A demissão de Nelson Teich pode resolver momentaneamente o incômodo do Palácio do Planalto, mas em nada contribui para enfrentar o problema mais grave e urgente para o país. A pandemia da covid-19 segue implacável no Brasil real, aquele que fica distante das intrigas de gabinete, e permanece como ferida aberta. Com quase 15 mil mortes e mais de 200 mil casos oficialmente confirmados, o país não tem uma voz de comando nacional no combate à doença que sangra os brasileiros. O governo federal, ator fundamental no esforço de guerra para combater o inimigo que a cada dia ceifa 800 vidas e infecta outras mil, precisa cumprir o dever constitucional de zelar pela saúde dos brasileiros. Mais do que nunca, o Palácio do Planalto precisa interromper a marcha belicosa e buscar o entendimento, pois a calamidade na saúde do país caminha para níveis catastróficos — e ainda não estamos falando do problema econômico. É preciso, com máxima urgência, parar de tratar governadores e prefeitos como inimigos; oferecer as melhores condições possíveis de trabalho para os milhares de profissionais da área de saúde que estão dando a vida para salvar outras vidas nas trincheiras formadas nos hospitais pelo país; parar de perder tempo com discussões estéreis e futricas e priorizar em primeiro lugar a vida dos brasileiros e, em seguida, as finanças.
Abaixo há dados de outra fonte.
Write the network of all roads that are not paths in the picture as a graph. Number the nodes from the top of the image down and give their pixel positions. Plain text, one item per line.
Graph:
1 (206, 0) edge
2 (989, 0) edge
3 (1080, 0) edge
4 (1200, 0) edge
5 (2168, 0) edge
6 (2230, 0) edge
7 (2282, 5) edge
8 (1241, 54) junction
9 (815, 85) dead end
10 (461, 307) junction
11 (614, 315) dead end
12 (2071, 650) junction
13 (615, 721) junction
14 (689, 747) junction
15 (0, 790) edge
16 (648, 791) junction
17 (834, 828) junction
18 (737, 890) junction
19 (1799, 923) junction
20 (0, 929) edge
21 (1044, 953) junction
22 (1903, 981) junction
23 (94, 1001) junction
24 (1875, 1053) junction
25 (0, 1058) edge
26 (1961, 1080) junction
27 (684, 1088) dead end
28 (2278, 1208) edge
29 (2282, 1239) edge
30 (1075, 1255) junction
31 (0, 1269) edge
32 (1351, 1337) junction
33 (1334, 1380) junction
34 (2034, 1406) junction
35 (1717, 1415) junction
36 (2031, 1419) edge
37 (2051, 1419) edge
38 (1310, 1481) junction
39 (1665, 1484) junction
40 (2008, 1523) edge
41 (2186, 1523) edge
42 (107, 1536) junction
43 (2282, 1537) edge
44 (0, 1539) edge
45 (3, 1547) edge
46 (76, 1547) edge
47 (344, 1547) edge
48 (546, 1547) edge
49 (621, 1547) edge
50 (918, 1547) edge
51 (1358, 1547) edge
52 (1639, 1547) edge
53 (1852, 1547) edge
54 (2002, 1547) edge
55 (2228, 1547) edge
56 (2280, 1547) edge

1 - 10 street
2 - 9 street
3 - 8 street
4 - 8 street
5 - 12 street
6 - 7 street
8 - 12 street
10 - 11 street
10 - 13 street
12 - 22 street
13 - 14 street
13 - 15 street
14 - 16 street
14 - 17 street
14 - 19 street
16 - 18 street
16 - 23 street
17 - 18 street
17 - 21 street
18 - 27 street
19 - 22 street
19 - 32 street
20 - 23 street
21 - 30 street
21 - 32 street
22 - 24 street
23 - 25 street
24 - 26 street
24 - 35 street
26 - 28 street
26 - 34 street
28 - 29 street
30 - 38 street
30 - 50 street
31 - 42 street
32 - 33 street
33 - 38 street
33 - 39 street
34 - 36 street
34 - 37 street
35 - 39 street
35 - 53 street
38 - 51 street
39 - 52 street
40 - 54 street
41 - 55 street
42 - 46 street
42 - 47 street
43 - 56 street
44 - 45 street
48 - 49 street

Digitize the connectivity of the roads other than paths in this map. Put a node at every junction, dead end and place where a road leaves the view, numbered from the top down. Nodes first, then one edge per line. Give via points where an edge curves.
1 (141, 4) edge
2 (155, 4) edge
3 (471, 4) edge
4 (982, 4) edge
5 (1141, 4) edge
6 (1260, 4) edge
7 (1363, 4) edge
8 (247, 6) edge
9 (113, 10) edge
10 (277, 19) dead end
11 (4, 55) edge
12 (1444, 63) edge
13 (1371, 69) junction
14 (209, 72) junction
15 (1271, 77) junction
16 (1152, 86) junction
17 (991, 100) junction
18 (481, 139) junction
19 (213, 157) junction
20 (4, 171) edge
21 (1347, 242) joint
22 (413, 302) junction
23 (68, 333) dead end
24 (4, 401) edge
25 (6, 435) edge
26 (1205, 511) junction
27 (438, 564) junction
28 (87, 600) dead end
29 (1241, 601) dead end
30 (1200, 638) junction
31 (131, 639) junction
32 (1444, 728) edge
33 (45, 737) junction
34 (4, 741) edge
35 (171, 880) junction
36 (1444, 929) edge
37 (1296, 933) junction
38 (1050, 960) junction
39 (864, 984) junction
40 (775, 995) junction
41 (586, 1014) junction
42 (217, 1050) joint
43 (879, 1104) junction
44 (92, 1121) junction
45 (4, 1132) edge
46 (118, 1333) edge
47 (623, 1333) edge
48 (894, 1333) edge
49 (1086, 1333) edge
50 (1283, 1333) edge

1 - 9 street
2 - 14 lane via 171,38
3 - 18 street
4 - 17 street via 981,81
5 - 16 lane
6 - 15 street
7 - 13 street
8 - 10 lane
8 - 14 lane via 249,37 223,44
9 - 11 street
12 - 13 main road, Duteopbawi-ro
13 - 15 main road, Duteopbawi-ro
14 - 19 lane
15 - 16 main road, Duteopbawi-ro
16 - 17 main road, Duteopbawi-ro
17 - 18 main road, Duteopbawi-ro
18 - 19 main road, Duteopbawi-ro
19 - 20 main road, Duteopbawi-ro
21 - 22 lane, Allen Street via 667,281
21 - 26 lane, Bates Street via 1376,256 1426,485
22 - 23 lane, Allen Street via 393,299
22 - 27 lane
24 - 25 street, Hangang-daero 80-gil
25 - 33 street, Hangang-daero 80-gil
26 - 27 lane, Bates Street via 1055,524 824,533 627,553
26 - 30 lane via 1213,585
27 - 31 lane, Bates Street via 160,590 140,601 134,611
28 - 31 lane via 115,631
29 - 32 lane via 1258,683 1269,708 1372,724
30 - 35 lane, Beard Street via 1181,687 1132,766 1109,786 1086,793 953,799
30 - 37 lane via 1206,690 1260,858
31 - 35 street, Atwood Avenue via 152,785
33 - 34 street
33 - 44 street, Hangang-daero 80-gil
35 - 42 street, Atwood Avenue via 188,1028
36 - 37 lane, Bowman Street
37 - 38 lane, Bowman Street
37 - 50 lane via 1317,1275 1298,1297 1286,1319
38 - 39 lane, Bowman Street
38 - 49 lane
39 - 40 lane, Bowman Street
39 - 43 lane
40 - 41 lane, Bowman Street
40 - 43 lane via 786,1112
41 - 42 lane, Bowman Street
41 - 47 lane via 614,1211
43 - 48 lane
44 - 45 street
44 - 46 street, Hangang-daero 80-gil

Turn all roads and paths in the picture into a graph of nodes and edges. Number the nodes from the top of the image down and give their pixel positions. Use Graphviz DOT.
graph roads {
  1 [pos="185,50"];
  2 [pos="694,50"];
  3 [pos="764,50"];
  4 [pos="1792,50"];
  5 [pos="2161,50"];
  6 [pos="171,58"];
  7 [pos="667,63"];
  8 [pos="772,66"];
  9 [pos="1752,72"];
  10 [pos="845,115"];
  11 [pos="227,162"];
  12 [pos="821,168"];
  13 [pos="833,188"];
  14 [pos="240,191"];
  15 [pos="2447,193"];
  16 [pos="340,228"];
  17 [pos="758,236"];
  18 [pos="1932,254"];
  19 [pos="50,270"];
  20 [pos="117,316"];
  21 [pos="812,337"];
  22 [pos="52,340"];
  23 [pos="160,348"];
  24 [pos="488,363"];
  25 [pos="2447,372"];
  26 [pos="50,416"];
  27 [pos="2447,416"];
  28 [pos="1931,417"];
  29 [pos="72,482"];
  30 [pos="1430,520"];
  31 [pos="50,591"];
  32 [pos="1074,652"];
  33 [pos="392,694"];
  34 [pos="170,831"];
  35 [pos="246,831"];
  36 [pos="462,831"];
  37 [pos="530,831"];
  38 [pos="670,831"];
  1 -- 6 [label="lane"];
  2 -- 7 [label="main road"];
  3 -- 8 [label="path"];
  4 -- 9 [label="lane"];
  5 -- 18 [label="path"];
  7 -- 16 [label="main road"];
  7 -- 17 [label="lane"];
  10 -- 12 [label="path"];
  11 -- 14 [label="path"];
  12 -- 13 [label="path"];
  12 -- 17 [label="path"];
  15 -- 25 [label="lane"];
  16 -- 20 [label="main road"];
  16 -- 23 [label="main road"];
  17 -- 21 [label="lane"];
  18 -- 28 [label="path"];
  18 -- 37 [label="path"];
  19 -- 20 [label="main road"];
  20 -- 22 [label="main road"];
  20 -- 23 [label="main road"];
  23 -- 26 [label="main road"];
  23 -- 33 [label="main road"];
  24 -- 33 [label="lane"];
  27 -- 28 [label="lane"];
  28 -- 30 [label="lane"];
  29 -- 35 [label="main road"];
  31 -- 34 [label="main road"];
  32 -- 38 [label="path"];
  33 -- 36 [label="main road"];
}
Nenhum exército combate o inimigo se conflitos internos prejudicam a coesão da armada. Nenhum organismo reage adequadamente a uma moléstia se as partes que o compõem estão em desordem. Jair Bolsonaro chegou à Presidência da República no ápice de uma carreira política marcada pelo confronto aberto. Apesar de ocupar um cargo que lhe permite diálogo institucional com os demais Poderes da República e entes federativos, mantém a postura beligerante. Em vez de buscar o entendimento, insiste em adotar uma política personalista, na qual prevalecem suas convicções pessoais e daqueles que o influenciam com ideias do seu agrado. Considera inimigos aqueles que agem ou pensam diferente. Em seu governo, só ficam aqueles que seguem estritamente a cartilha bolsonarista. Não há espaço para a pluralidade, para o diálogo, para a composição. Em Brasília, a pergunta que se faz no momento é descobrir quem será o próximo ministro da Saúde que dirá amém ao presidente. O Brasil real, por sua vez, quer saber o que pode ser feito para compensar este mês perdido para o coronavírus. Os números da calamidade são claros: há quatro semanas, quando Nelson Teich ingressou no governo, o Brasil contava 2.143 mortes por covid-19, com 33.759 casos. Ontem, o contingente de vítimas aumentou praticamente sete vezes. O país chegou a 14.817 mortos pela doença e 218.223 infectados.